深刻化する自動車整備業界における人手不足の問題。この問題の解決策として有効と考えられるのは外部の力を借りること、すなわち『外国人材』を戦力として活用することで、ナルネットコミュニケーションズは昨年から、整備工場における外国人材の戦力化支援に乗り出しています。もっとも、外国人採用の経験を持たない経営者や人事担当者の中には、具体的なイメージが持てずに雇用に消極的な人も多いかもしれません。

そこで今回は、実際に外国人材を雇用した整備工場を訪ね、外国人材採用にまつわる『あれこれ』を聞いてみました。訪れたのは、兵庫県神戸市の土居自動車工業株式会社(以下土居自動車)です。

土居自動車では2021年6月、サンパウロ出身の日系ブラジル人、エノモト・ラファエル・ユスケさん(19歳)を正社員として迎え入れました。採用の理由について、会長の今井勝雄さんは次のように説明します。

 

土居自動車工業株式会社
会長 今井勝雄さん

土居自動車ウェブサイト

 

 

 

「もともとベトナム人の技能実習生を2名受け入れていましたが、今年度いっぱいで3年間の実習期間が終了し、彼らはべトナムに帰国してしまいます。両名ともひじょうに真面目に働いてくれていることもあり、いなくなると業務に支障が出る可能性がありますし、日本人の採用は簡単ではないことから、戦力を補充する目的でエノモトくんを採用しました」(今井さん)

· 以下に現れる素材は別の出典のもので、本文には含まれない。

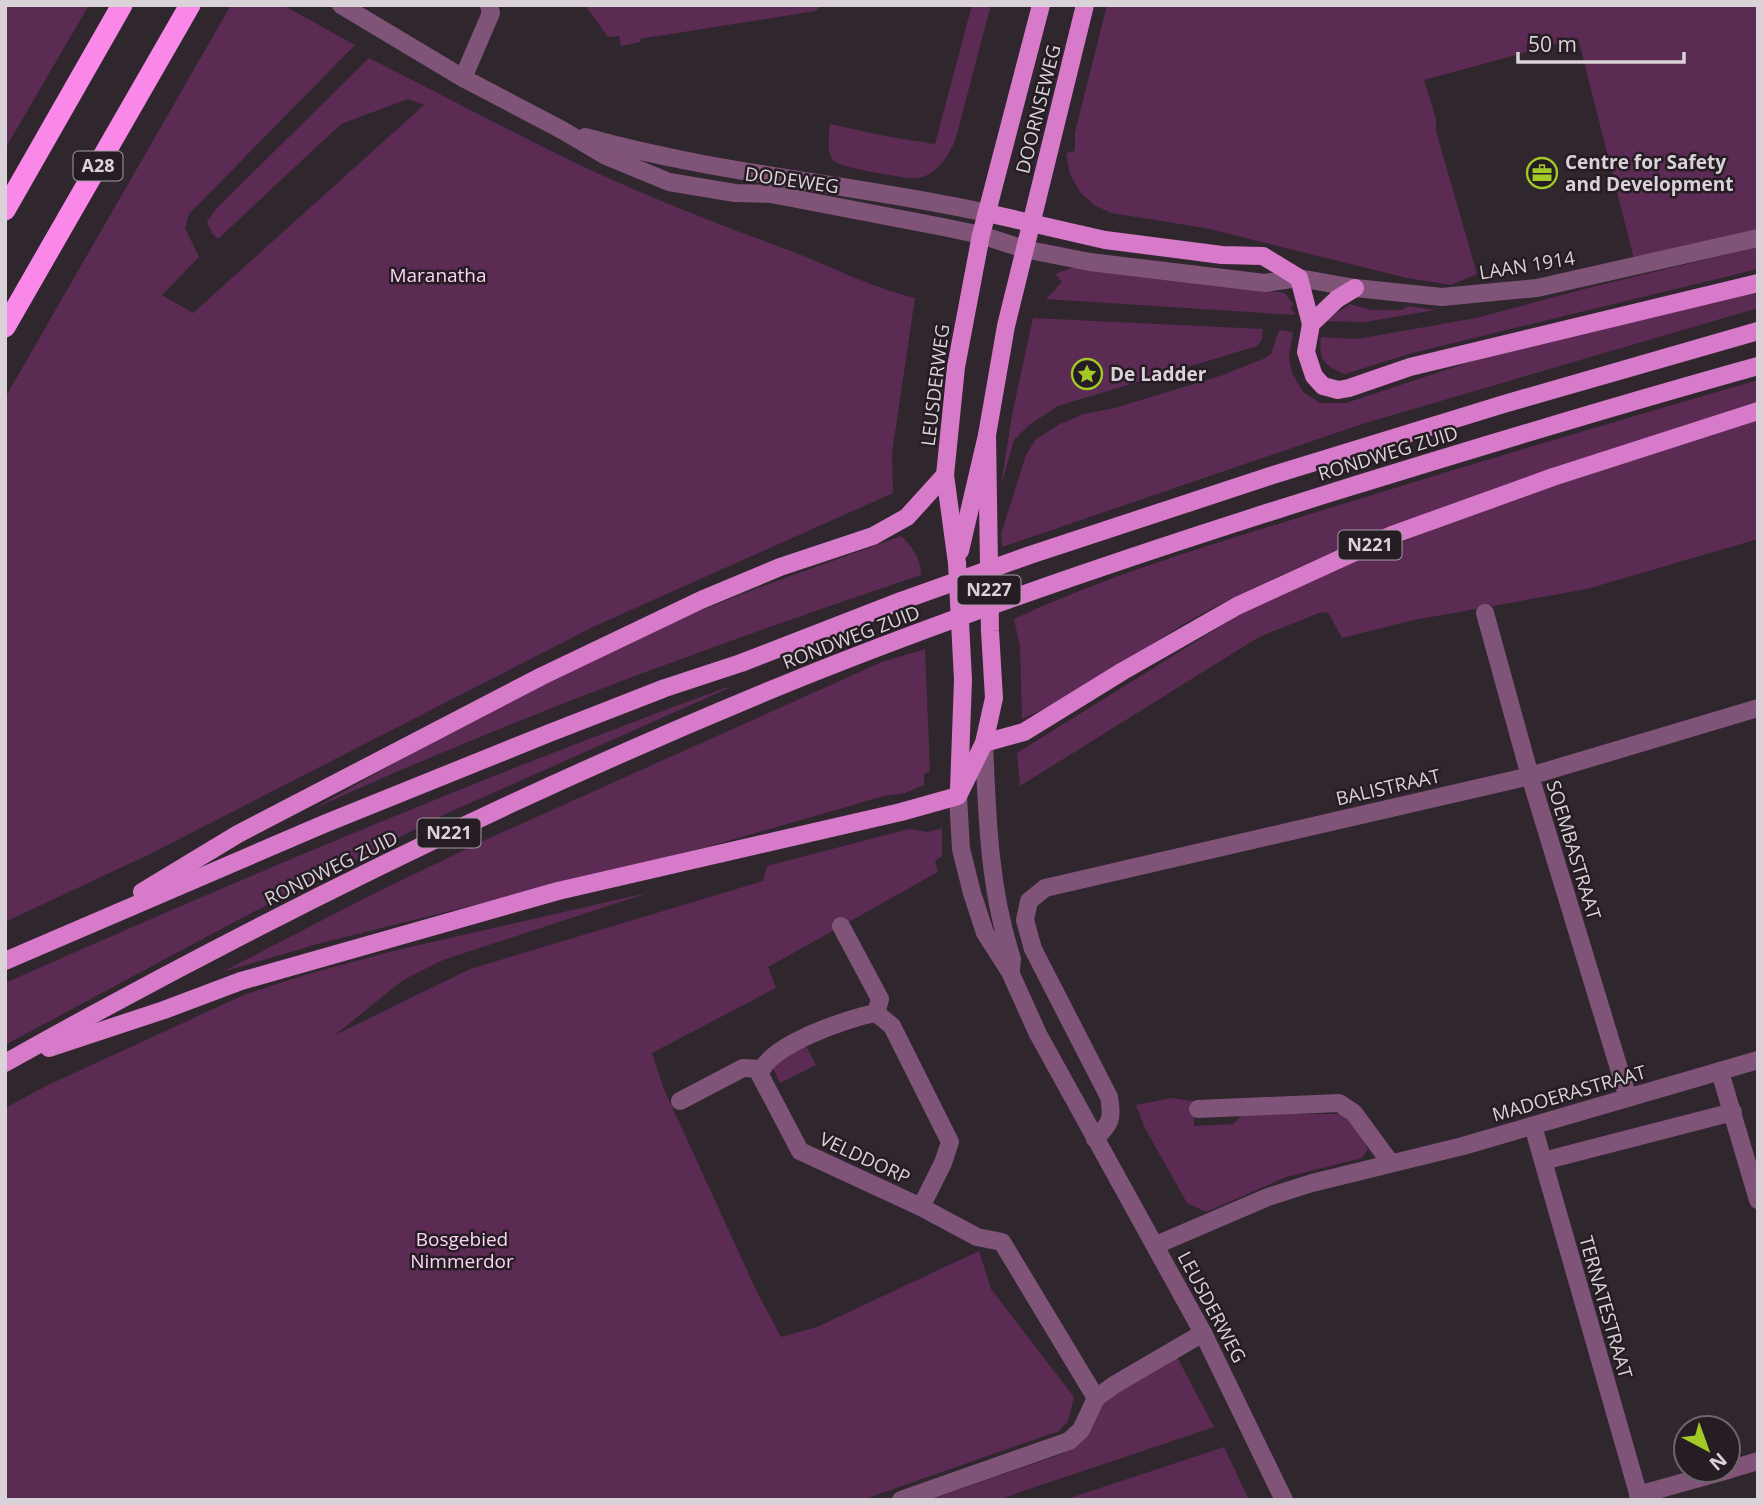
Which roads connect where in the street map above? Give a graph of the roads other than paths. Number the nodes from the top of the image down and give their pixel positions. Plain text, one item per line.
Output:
1 (122, 5) edge
2 (190, 5) edge
3 (341, 5) edge
4 (489, 5) edge
5 (1041, 5) edge
6 (1085, 5) edge
7 (463, 78) junction
8 (562, 130) junction
9 (5, 210) edge
10 (987, 214) junction
11 (1032, 223) junction
12 (981, 235) junction
13 (1758, 238) edge
14 (1024, 249) junction
15 (1300, 278) junction
16 (1758, 283) edge
17 (1355, 289) junction
18 (1311, 324) junction
19 (5, 327) edge
20 (1758, 331) edge
21 (1758, 366) edge
22 (1758, 411) edge
23 (987, 435) junction
24 (945, 475) junction
25 (957, 563) junction
26 (1485, 613) dead end
27 (963, 693) junction
28 (1758, 708) edge
29 (984, 743) junction
30 (1530, 776) junction
31 (958, 796) junction
32 (85, 926) junction
33 (841, 926) dead end
34 (994, 930) junction
35 (5, 961) edge
36 (876, 1013) junction
37 (1758, 1060) edge
38 (7, 1062) edge
39 (761, 1069) junction
40 (1720, 1072) junction
41 (1628, 1098) junction
42 (680, 1101) dead end
43 (1198, 1109) dead end
44 (1732, 1112) junction
45 (1533, 1126) junction
46 (1095, 1139) junction
47 (1543, 1161) junction
48 (1390, 1162) junction
49 (1758, 1200) edge
50 (921, 1207) junction
51 (1156, 1245) junction
52 (1203, 1333) junction
53 (1096, 1398) junction
54 (1684, 1484) edge
55 (1639, 1498) edge
56 (901, 1500) edge
57 (1284, 1500) edge

1 - 9 highway
2 - 19 highway, A28
3 - 7 street, DODEWEG
4 - 7 street
5 - 10 main road, DOORNSEWEG / N227
6 - 11 main road, DOORNSEWEG / N227
7 - 8 street, DODEWEG
8 - 10 street, DODEWEG
8 - 12 street, DODEWEG
10 - 11 main road, DODEWEG
10 - 12 main road, LEUSDERWEG / N227
11 - 14 main road, LEUSDERWEG / N227
11 - 15 main road, LAAN 1914
12 - 14 street, DODEWEG
12 - 24 main road, LEUSDERWEG / N227
13 - 17 street, LAAN 1914
14 - 15 street, LAAN 1914
14 - 23 main road, LEUSDERWEG / N227
15 - 17 street, LAAN 1914
15 - 18 main road
16 - 18 main road
17 - 18 main road
20 - 32 main road, RONDWEG ZUID
21 - 38 main road, RONDWEG ZUID / N221
22 - 29 main road, N221
23 - 25 main road, LEUSDERWEG / N227
23 - 29 main road, LEUSDERWEG / N227
24 - 25 main road, LEUSDERWEG / N227
24 - 32 main road
25 - 27 main road, LEUSDERWEG / N227
26 - 30 street, SOEMBASTRAAT
27 - 29 main road, LEUSDERWEG / N227
27 - 31 main road, LEUSDERWEG / N227
28 - 30 street, BALISTRAAT
29 - 31 main road
29 - 34 street, LEUSDERWEG / N227
30 - 41 street, SOEMBASTRAAT
30 - 46 street, BALISTRAAT
31 - 34 street, LEUSDERWEG / N227
31 - 38 main road, N221
32 - 35 main road, RONDWEG ZUID
33 - 36 street, VELDDORP
34 - 46 street, LEUSDERWEG
36 - 39 street
36 - 50 street, VELDDORP
37 - 40 street, MADOERASTRAAT
39 - 42 street
39 - 50 street, VELDDORP
40 - 41 street, MADOERASTRAAT
40 - 44 street
41 - 45 street, MADOERASTRAAT
43 - 48 street
44 - 47 street
44 - 49 street
45 - 47 street, TERNATESTRAAT
45 - 48 street, MADOERASTRAAT
46 - 51 street, LEUSDERWEG
47 - 55 street, TERNATESTRAAT
48 - 51 street, MADOERASTRAAT
50 - 53 street, VELDDORP
51 - 52 street, LEUSDERWEG
52 - 53 street
52 - 57 street, LEUSDERWEG
53 - 56 street
54 - 55 street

エノモトさんとは、ナルネットコミュニケーションズが業務提携を結んでいる人材派遣会社の株式会社ジャステック(以下ジャステック)からの紹介を通じて知り合いました。

一方のエノモトさんは、4年前の2017年に来日。つい最近まで、愛知県内のコンビニエンスストアでアルバイトとして働いていたそう。土居自動車を紹介され、すぐに応募を決めたと話します。

「自分の日本語能力に自信はありませんでしたが、もともとクルマに興味を持っていて、ぜひクルマにかかわる仕事に就きたいと思っていましたから、応募に迷いはありませんでした」(エノモトさん)

ジャステックの仲介で、両者が面談したのは4月のこと。「ほんの15分ほどの面談で、すぐに採用を決めました」と、今井さんは振り返ります。

「会ってみたら、とにかく好印象でした。面談と言っても、世間話を15分程度しただけ。19歳の若者に、業務経験やスキルを求めるのは酷ですから、ほとんど『人柄』だけで採用を決めたところがあります。印象的だったのは、『人間として、しっかりしているな』と思ったこと。もちろん19歳ですから子どもっぽいところはありますが、日本人の19歳の若者よりも、はるかにしっかりしているなと感じました。それが採用の決め手です」(今井さん)

ラテン系気質ではなく、シャイで真面目

愛知県に住んでいたエノモトさんは、就職を機に土居自動車の拠点である神戸に移り住み、6月から働き始めています。取材当時、仕事をスタートさせてから2か月ほどしか経っていなかったこともあり(取材は8月中に実施)、エノモトさんは『環境に慣れることで精いっぱいの状態』で、刺激的な毎日を過ごしている様子でした。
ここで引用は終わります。